A family of quartic B-splines curves in a piecewise form

Then, by implementation of uniform quartic B-spline interpolation within any time subinterval \(I_{i}\equiv [t_{i},t_{i+1}]\), we have [21]

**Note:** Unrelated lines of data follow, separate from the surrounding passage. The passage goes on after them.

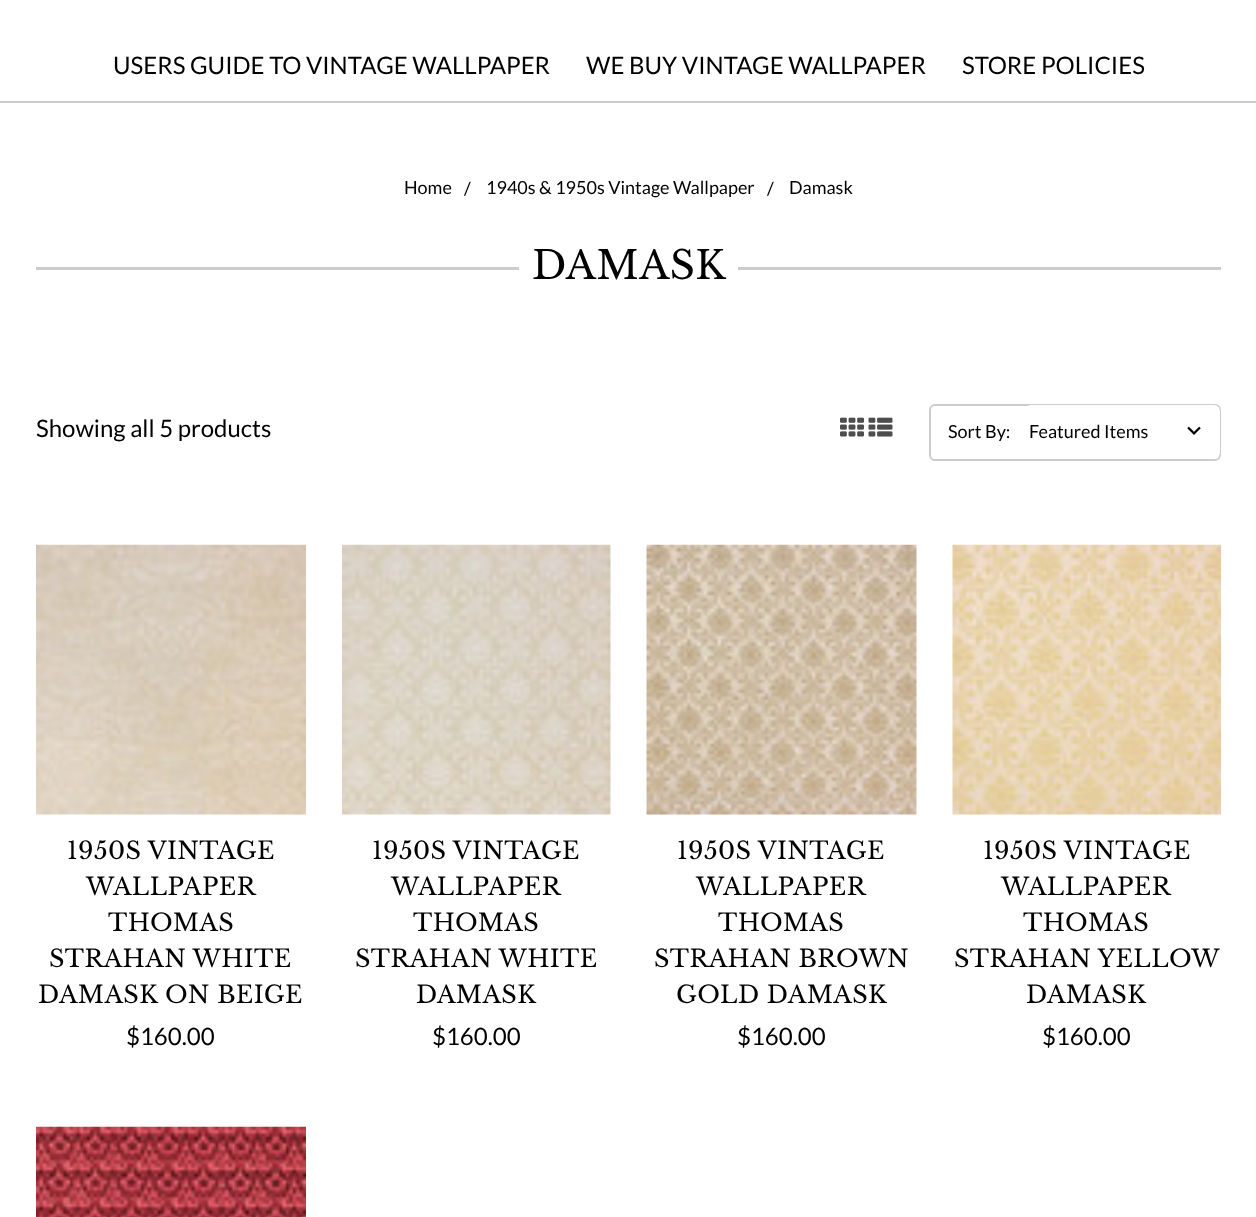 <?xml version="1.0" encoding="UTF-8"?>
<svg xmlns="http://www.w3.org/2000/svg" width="1256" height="1217">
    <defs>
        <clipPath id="clip1"><rect x="930" y="405" width="290" height="54" rx="5"/></clipPath>
    </defs>
    <rect width="100%" height="100%" fill="#FFFFFF"/>
    <rect x="0" y="101" width="1256" height="2" fill="#CCCCCC"/>
    <text x="113" y="74" font-family="Lato" font-size="24" fill="#000000">USERS GUIDE TO VINTAGE WALLPAPER</text>
    <text x="586" y="74" font-family="Lato" font-size="24" fill="#000000">WE BUY VINTAGE WALLPAPER</text>
    <text x="962" y="74" font-family="Lato" font-size="24" fill="#000000">STORE POLICIES</text>
    <text x="404" y="194" font-family="Lato" font-size="18" fill="#000000">Home</text>
    <text x="464" y="195" font-family="Lato" font-size="18" fill="#000000">/</text>
    <text x="486" y="194" font-family="Lato" font-size="18" fill="#000000">1940s &amp; 1950s Vintage Wallpaper</text>
    <text x="767" y="195" font-family="Lato" font-size="18" fill="#000000">/</text>
    <text x="789" y="194" font-family="Lato" font-size="18" fill="#000000">Damask</text>
    <rect x="36" y="267" width="483" height="3" fill="#CCCCCC"/>
    <text x="532" y="279" font-family="Libre Baskerville" font-size="39" letter-spacing="0.4" fill="#000000">DAMASK</text>
    <rect x="738" y="267" width="483" height="3" fill="#CCCCCC"/>
    <text x="36" y="437" font-family="Lato" font-size="24" fill="#000000">Showing all 5 products</text>
    <image x="840" y="417" width="24" height="20" href="img_01.png"/>
    <image x="868" y="417" width="25" height="20" href="img_02.png"/>
    <rect x="930" y="405" width="290" height="55" rx="5" fill="none" stroke="#CCCCCC" stroke-width="2"/>
    <text x="948" y="438" font-family="Lato" font-size="18" fill="#000000">Sort By:</text>
    <g clip-path="url(#clip1)">
        <rect x="1025" y="405" width="195" height="54" rx="6" fill="#FFFFFF"/>
    </g>
    <image x="1187" y="426" width="14" height="9" href="img_03.png"/>
    <text x="1029" y="438" font-family="Lato" font-size="18" fill="#000000">Featured Items</text>
    <image x="36" y="544" width="270" height="271" href="img_04.png"/>
    <text x="67" y="859" font-family="Libre Baskerville" font-size="24" letter-spacing="0.4" fill="#000000">1950S VINTAGE</text>
    <text x="86" y="895" font-family="Libre Baskerville" font-size="24" letter-spacing="0.4" fill="#000000">WALLPAPER</text>
    <text x="108" y="931" font-family="Libre Baskerville" font-size="24" letter-spacing="0.4" fill="#000000">THOMAS</text>
    <text x="49" y="967" font-family="Libre Baskerville" font-size="24" letter-spacing="0.4" fill="#000000">STRAHAN WHITE</text>
    <text x="38" y="1003" font-family="Libre Baskerville" font-size="24" letter-spacing="0.4" fill="#000000">DAMASK ON BEIGE</text>
    <text x="126" y="1045" font-family="Lato" font-size="24" fill="#000000">$160.00</text>
    <image x="342" y="544" width="269" height="271" href="img_05.png"/>
    <text x="372" y="859" font-family="Libre Baskerville" font-size="24" letter-spacing="0.4" fill="#000000">1950S VINTAGE</text>
    <text x="391" y="895" font-family="Libre Baskerville" font-size="24" letter-spacing="0.4" fill="#000000">WALLPAPER</text>
    <text x="413" y="931" font-family="Libre Baskerville" font-size="24" letter-spacing="0.4" fill="#000000">THOMAS</text>
    <text x="355" y="967" font-family="Libre Baskerville" font-size="24" letter-spacing="0.4" fill="#000000">STRAHAN WHITE</text>
    <text x="416" y="1003" font-family="Libre Baskerville" font-size="24" letter-spacing="0.4" fill="#000000">DAMASK</text>
    <text x="432" y="1045" font-family="Lato" font-size="24" fill="#000000">$160.00</text>
    <image x="646" y="544" width="271" height="271" href="img_06.png"/>
    <text x="677" y="859" font-family="Libre Baskerville" font-size="24" letter-spacing="0.4" fill="#000000">1950S VINTAGE</text>
    <text x="696" y="895" font-family="Libre Baskerville" font-size="24" letter-spacing="0.4" fill="#000000">WALLPAPER</text>
    <text x="718" y="931" font-family="Libre Baskerville" font-size="24" letter-spacing="0.4" fill="#000000">THOMAS</text>
    <text x="654" y="967" font-family="Libre Baskerville" font-size="24" letter-spacing="0.4" fill="#000000">STRAHAN BROWN</text>
    <text x="676" y="1003" font-family="Libre Baskerville" font-size="24" letter-spacing="0.4" fill="#000000">GOLD DAMASK</text>
    <text x="737" y="1045" font-family="Lato" font-size="24" fill="#000000">$160.00</text>
    <image x="952" y="544" width="269" height="271" href="img_07.png"/>
    <text x="983" y="859" font-family="Libre Baskerville" font-size="24" letter-spacing="0.4" fill="#000000">1950S VINTAGE</text>
    <text x="1001" y="895" font-family="Libre Baskerville" font-size="24" letter-spacing="0.4" fill="#000000">WALLPAPER</text>
    <text x="1023" y="931" font-family="Libre Baskerville" font-size="24" letter-spacing="0.4" fill="#000000">THOMAS</text>
    <text x="954" y="967" font-family="Libre Baskerville" font-size="24" letter-spacing="0.4" fill="#000000">STRAHAN YELLOW</text>
    <text x="1026" y="1003" font-family="Libre Baskerville" font-size="24" letter-spacing="0.4" fill="#000000">DAMASK</text>
    <text x="1042" y="1045" font-family="Lato" font-size="24" fill="#000000">$160.00</text>
    <image x="36" y="1126" width="270" height="91" href="img_08.png"/>
</svg>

$$\begin{aligned} {\varvec{u}}^{(l)}(t)=\sum \nolimits _{k=-4}^0 {B_{i+k,4}^{\left( l \right) }(t)} {\varvec{C}}_{k}^{i}, \quad t\in I_{i} \end{aligned}$$

(6)

Here, for the convenience of definition, l in this paper is the order of derivative, \({\varvec{C}}_{k}^{i} (k=-4,-3,-2,-1,0)\) is the kth unknown B-spline coefficients vector corresponding to any time subinterval \(I_{i}\). In Fig. 2, the usable piecewise B-spline functions for quartic B-spline interpolation within any time interval \(I_{i}\) are displayed.

Fig. 2

Piecewise quartic B-spline functions within any interpolation interval \(t\in [t_{i},t_{i+1}]\)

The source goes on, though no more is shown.